Halloween is approaching once again, and with it comes the spooky, terrifying dilemma: Should you buy a costume or make your own? For creative types, especially those who own a wide variety of strange clothing already, making your own costume is probably a great, fun idea. However, for everyone else, buying a costume works just fine.
Now, it’s almost certainly true that a self-made costume will look better and have the added sheen of originality, as compared to a store-bought costume. However, a self-made costume requires several crucial components that most students don’t have.
First: time. It’s a not insubstantial effort to acquire and assemble various pieces of fabric or other more exotic materials into a functional costume. Fiddling around with scissors, thread, and glue can take hours and, in the middle of the semester, that can be a luxury. Halloween’s faux-spookiness is supposed to be fun, it makes no sense to make it actually terrifying by limiting the amount of time available to study for midterms.

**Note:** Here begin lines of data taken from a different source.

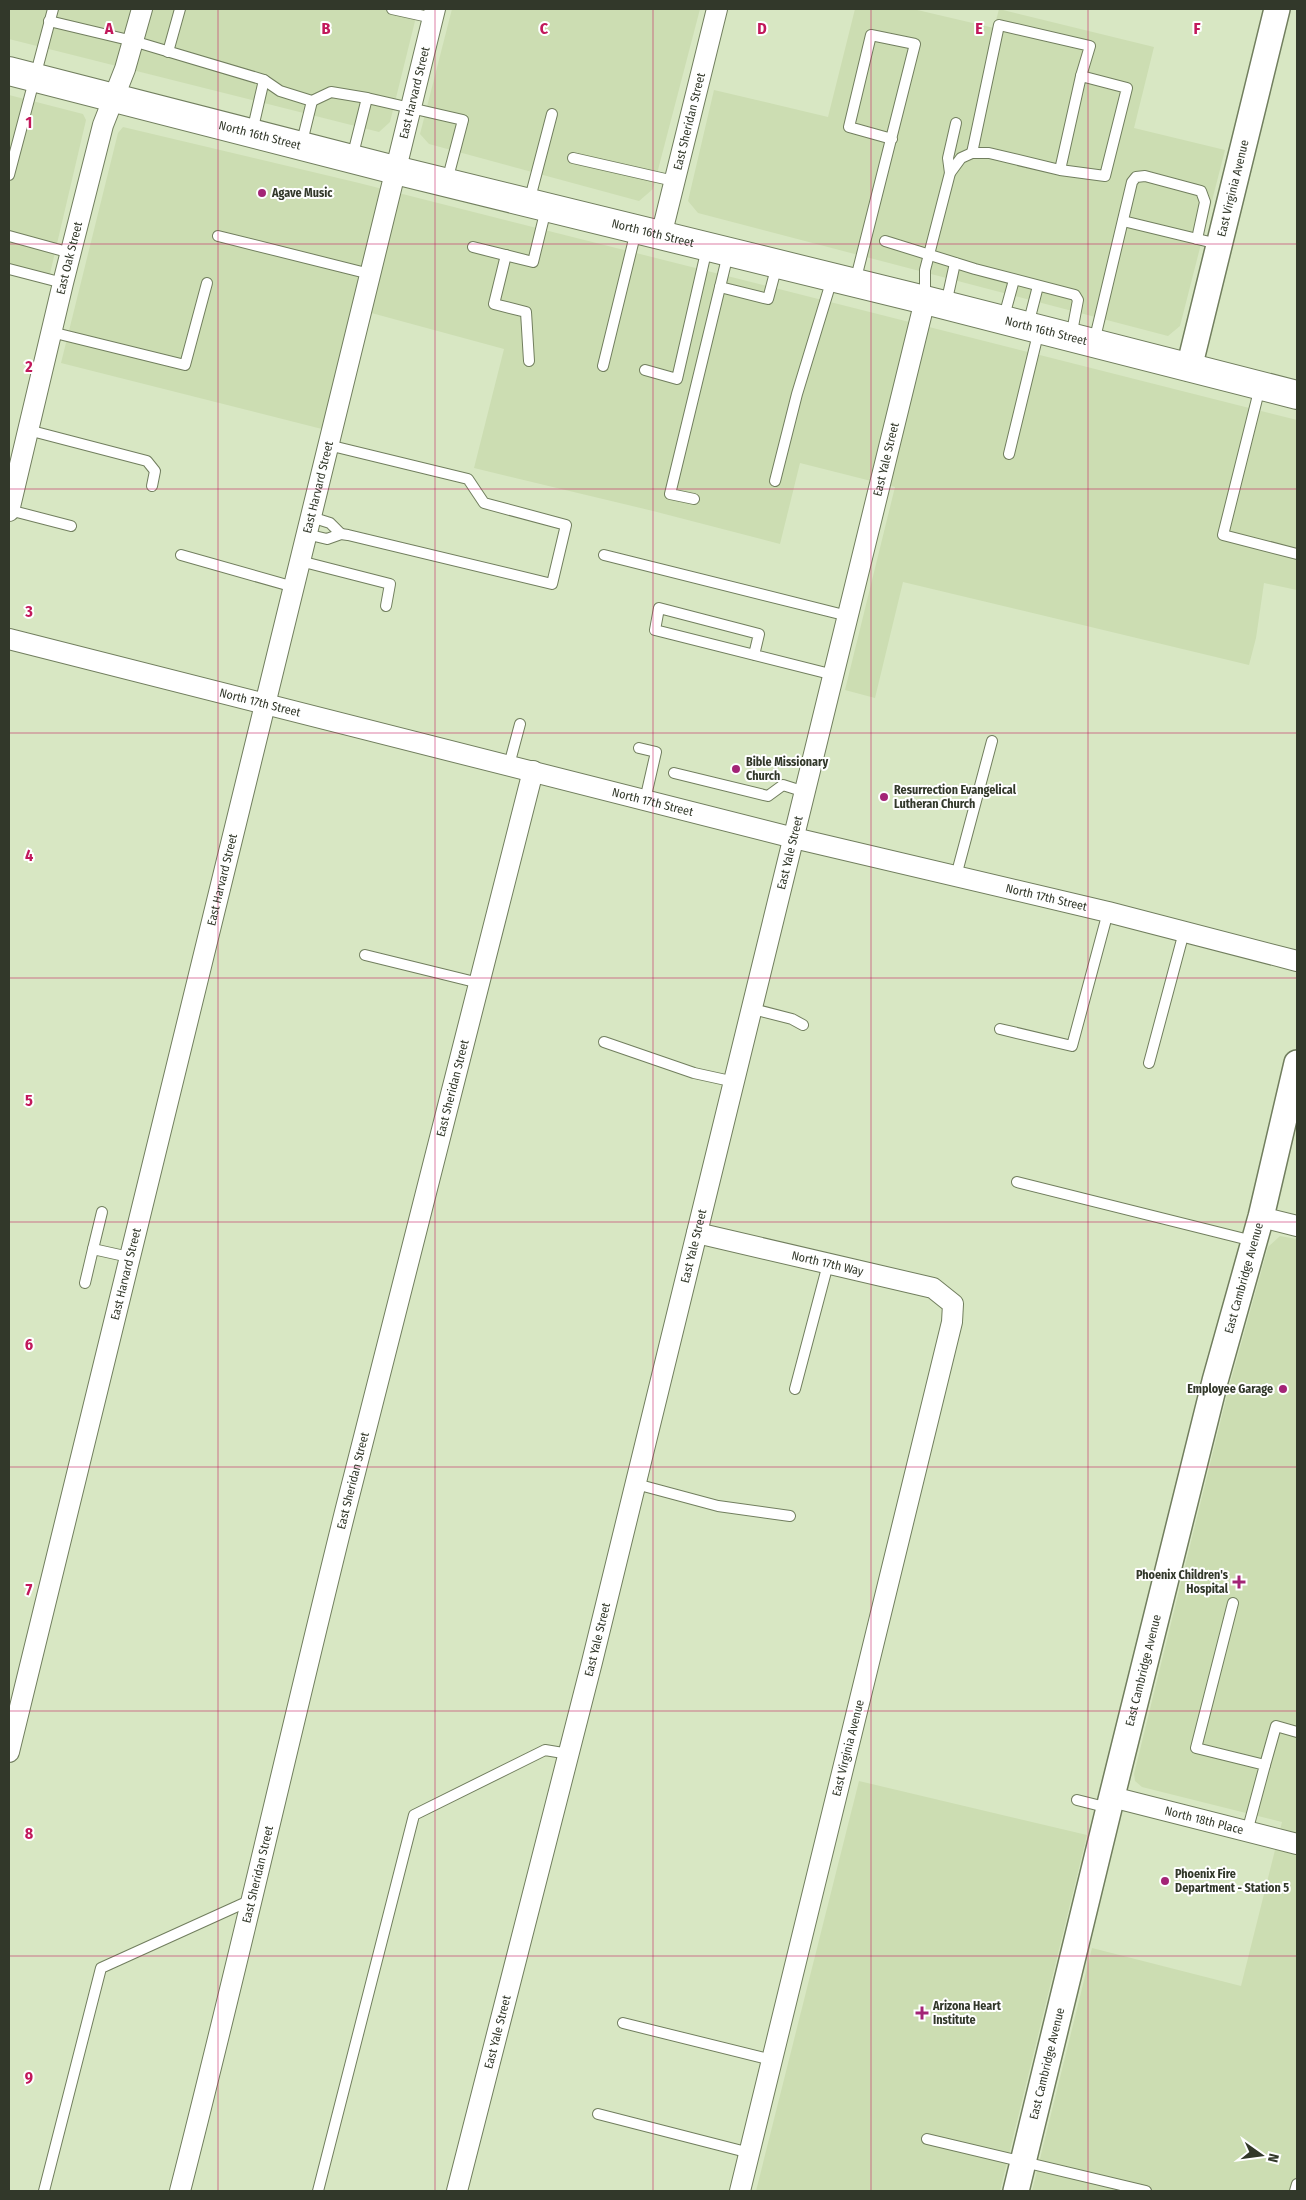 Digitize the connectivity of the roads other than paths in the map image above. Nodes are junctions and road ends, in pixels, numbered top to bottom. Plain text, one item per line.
1 (53, 9) edge
2 (142, 9) edge
3 (180, 9) edge
4 (392, 9) edge
5 (717, 9) edge
6 (1277, 9) edge
7 (434, 13) edge
8 (49, 21) junction
9 (133, 41) junction
10 (168, 52) junction
11 (21, 74) edge
12 (1081, 76) junction
13 (264, 80) junction
14 (114, 98) junction
15 (367, 98) junction
16 (312, 101) junction
17 (410, 108) junction
18 (552, 114) dead end
19 (956, 123) dead end
20 (252, 134) junction
21 (892, 139) junction
22 (301, 146) junction
23 (972, 153) junction
24 (574, 158) dead end
25 (352, 159) junction
26 (395, 170) junction
27 (1060, 170) junction
28 (950, 173) junction
29 (9, 175) edge
30 (674, 181) junction
31 (446, 183) junction
32 (538, 205) junction
33 (1123, 221) junction
34 (649, 233) junction
35 (9, 236) edge
36 (218, 236) dead end
37 (885, 241) dead end
38 (1207, 242) junction
39 (473, 247) dead end
40 (718, 250) junction
41 (71, 253) junction
42 (506, 255) junction
43 (929, 255) junction
44 (955, 263) junction
45 (777, 265) junction
46 (9, 269) edge
47 (370, 274) junction
48 (1014, 280) junction
49 (843, 281) junction
50 (63, 282) junction
51 (207, 283) dead end
52 (1038, 286) junction
53 (720, 287) junction
54 (935, 303) junction
55 (1023, 325) junction
56 (51, 332) junction
57 (1082, 340) junction
58 (529, 361) dead end
59 (603, 366) dead end
60 (1189, 368) junction
61 (645, 370) dead end
62 (1260, 386) junction
63 (1297, 395) edge
64 (28, 430) junction
65 (328, 444) junction
66 (1009, 454) dead end
67 (775, 480) dead end
68 (152, 486) dead end
69 (694, 500) dead end
70 (9, 510) edge
71 (71, 526) dead end
72 (309, 526) junction
73 (341, 534) junction
74 (1297, 554) edge
75 (181, 555) dead end
76 (604, 555) dead end
77 (300, 561) junction
78 (294, 588) junction
79 (386, 606) dead end
80 (848, 616) junction
81 (9, 639) edge
82 (754, 655) junction
83 (834, 675) junction
84 (266, 703) junction
85 (520, 724) dead end
86 (992, 741) dead end
87 (639, 748) dead end
88 (509, 765) junction
89 (533, 771) junction
90 (674, 773) dead end
91 (805, 792) junction
92 (645, 800) junction
93 (794, 838) junction
94 (956, 876) junction
95 (1108, 912) junction
96 (1184, 932) junction
97 (365, 955) dead end
98 (1297, 962) edge
99 (480, 984) junction
100 (753, 1009) junction
101 (804, 1025) dead end
102 (1000, 1029) dead end
103 (604, 1042) dead end
104 (1149, 1063) dead end
105 (1297, 1063) edge
106 (735, 1082) junction
107 (1017, 1182) dead end
108 (102, 1212) dead end
109 (1261, 1217) junction
110 (1297, 1226) edge
111 (697, 1233) junction
112 (1254, 1242) junction
113 (94, 1248) junction
114 (129, 1257) junction
115 (828, 1264) junction
116 (85, 1283) dead end
117 (953, 1304) joint
118 (795, 1389) dead end
119 (636, 1484) junction
120 (790, 1516) dead end
121 (1233, 1602) dead end
122 (1297, 1732) edge
123 (9, 1752) edge
124 (569, 1754) junction
125 (1265, 1765) junction
126 (1077, 1800) dead end
127 (1110, 1803) junction
128 (1247, 1832) junction
129 (1297, 1844) edge
130 (251, 1900) junction
131 (623, 2023) dead end
132 (772, 2060) junction
133 (598, 2114) dead end
134 (927, 2139) dead end
135 (750, 2153) junction
136 (1024, 2161) junction
137 (1297, 2184) edge
138 (44, 2191) edge
139 (180, 2191) edge
140 (318, 2191) edge
141 (457, 2191) edge
142 (740, 2191) edge
143 (1016, 2191) edge
144 (1146, 2191) edge
145 (1295, 2191) edge

1 - 8 lane
2 - 9 street, East Oak Street
3 - 10 lane
4 - 7 lane
5 - 30 street, East Sheridan Street
6 - 38 street, East Virginia Avenue
7 - 17 street, East Harvard Street
8 - 9 lane
8 - 11 lane
9 - 10 lane
9 - 14 street, East Oak Street
10 - 13 lane
11 - 14 main road, North 16th Street
11 - 29 lane
12 - 23 lane
12 - 27 lane
12 - 27 lane
13 - 16 lane
13 - 20 lane
14 - 20 main road, North 16th Street
14 - 41 street, East Oak Street
15 - 16 lane
15 - 17 lane
15 - 25 lane
16 - 22 lane
17 - 26 street, East Harvard Street
17 - 31 lane
18 - 32 lane
19 - 28 lane
20 - 22 main road, North 16th Street
21 - 21 lane
21 - 49 lane
22 - 25 main road, North 16th Street
23 - 27 lane
23 - 28 lane
24 - 30 lane
25 - 26 main road, North 16th Street
26 - 31 main road, North 16th Street
26 - 47 street, East Harvard Street
28 - 43 lane
30 - 34 street, East Sheridan Street
31 - 32 main road, North 16th Street
32 - 34 main road, North 16th Street
32 - 42 lane
33 - 38 lane
33 - 38 lane
33 - 57 lane
34 - 40 main road, North 16th Street
34 - 59 lane
35 - 41 lane
36 - 47 lane
37 - 43 lane
38 - 60 street, East Virginia Avenue
39 - 42 lane
40 - 45 main road, North 16th Street
40 - 53 lane
40 - 61 lane
41 - 50 street, East Oak Street
42 - 58 lane
43 - 44 lane
43 - 54 lane
44 - 48 lane
44 - 54 lane
45 - 49 main road, North 16th Street
45 - 53 lane
46 - 50 lane
47 - 65 street, East Harvard Street
48 - 52 lane
48 - 55 lane
49 - 54 main road, North 16th Street
49 - 67 lane
50 - 56 street, East Oak Street
51 - 56 lane
52 - 55 lane
52 - 57 lane
53 - 69 lane
54 - 55 main road, North 16th Street
54 - 80 street, East Yale Street
55 - 57 main road, North 16th Street
55 - 66 lane
56 - 64 street, East Oak Street
57 - 60 main road, North 16th Street
60 - 62 main road, North 16th Street
62 - 63 main road, North 16th Street
62 - 74 lane
64 - 68 lane
64 - 70 street, East Oak Street
65 - 72 street, East Harvard Street
65 - 73 lane
70 - 71 lane
72 - 73 lane
72 - 73 lane
72 - 77 street, East Harvard Street
75 - 78 lane
76 - 80 lane
77 - 78 street, East Harvard Street
77 - 79 lane
78 - 84 street, East Harvard Street
80 - 83 street, East Yale Street
81 - 84 street, North 17th Street
82 - 82 lane
82 - 83 lane
83 - 91 street, East Yale Street
84 - 88 street, North 17th Street
84 - 114 street, East Harvard Street
85 - 88 lane
86 - 94 lane
87 - 92 lane
88 - 89 street, North 17th Street
89 - 92 street, North 17th Street
89 - 99 street, East Sheridan Street
90 - 91 lane
91 - 93 street, East Yale Street
92 - 93 street, North 17th Street
93 - 94 street, North 17th Street
93 - 100 street, East Yale Street
94 - 95 street, North 17th Street
95 - 96 street, North 17th Street
95 - 102 lane
96 - 98 street, North 17th Street
96 - 104 lane
97 - 99 lane
99 - 130 street, East Sheridan Street
100 - 101 lane
100 - 106 street, East Yale Street
103 - 106 lane
105 - 109 street, East Cambridge Avenue
106 - 111 street, East Yale Street
107 - 112 lane
108 - 113 lane
109 - 110 street
109 - 112 street, East Cambridge Avenue
111 - 115 street, North 17th Way
111 - 119 street, East Yale Street
112 - 127 street, East Cambridge Avenue
113 - 114 lane
113 - 116 lane
114 - 123 street, East Harvard Street
115 - 117 street, North 17th Way
115 - 118 lane
117 - 132 street, East Virginia Avenue
119 - 120 lane
119 - 124 street, East Yale Street
121 - 125 lane
122 - 125 lane
124 - 140 lane
124 - 141 street, East Yale Street
125 - 128 lane
126 - 127 lane
127 - 128 street, North 18th Place
127 - 136 street, East Cambridge Avenue
128 - 129 street, North 18th Place
130 - 138 lane
130 - 139 street, East Sheridan Street
131 - 132 lane
132 - 135 street, East Virginia Avenue
133 - 135 lane
134 - 136 lane
135 - 142 street, East Virginia Avenue
136 - 143 street, East Cambridge Avenue
136 - 144 lane
137 - 145 lane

Second: skills shortage. It’s fair to say that most students probably haven’t done much arts and crafts in recent years and most certainly don’t know how to sew. Given these deficiencies, attempting to make your own costume might become a time-consuming endeavor that won’t even work. The possibility of sinking hours into a costume that immediately starts falling apart due to a poorly sewn seam or the fragility of Elmer’s glue is a pretty worrying one.
Third: expense. Making one’s own costume can still cost money. Most students who’d want to make their own costume probably don’t already have everything they need in their wardrobe. To get those materials, then, it’ll still be necessary to drive to arts stores or Goodwills and spend money on the components of a costume.
Clearly, for most students, making your own costume is too time consuming, excessively difficult and still costs money. Luckily, the alternative of buying a costume is easy.
I’ve actually been using the same store-bought costume every Halloween since my first year at Trinity. It’s a fleece Batman onesie that I picked up for $20 at Target. It zips up in the front and is easy to get in and out of, has deep pockets and, best of all, it comes with a Velcro-attached cape.
As for popular reception, people love the Batman onesie, particularly the cape. Also, it’s never any worse of a costume than anyone else’s. Indeed, the Target onesies were such a hit my first year that at least seven or eight people I knew also purchased them in Superman and Teenage Mutant Ninja Turtle variants. The further benefit of buying that kind of Halloween costume is that it has good practical uses. A full-body zip-up fleece onesie is great fashion for winter days when you’re in a rush to get to class or as regular pajamas in a room where the air conditioner is too cold.
Other store-bought costumes can have secondary uses too. Once, for a theme party I picked up a $5 pirate set from Walmart that consisted of an eyepatch, plastic sword and fake hoop earring. The plastic sword now hangs on my wall like something out of “Arabian Nights.”
Most self-made Halloween costumes probably won’t have these sorts of secondary uses and can probably only be worn once a year, assuming they don’t fall apart. So, if you’ve got the creative instinct and the time to spare, by all means make your own costume for Halloween. If you don’t, a store-bought costume will work just as well, and maybe better.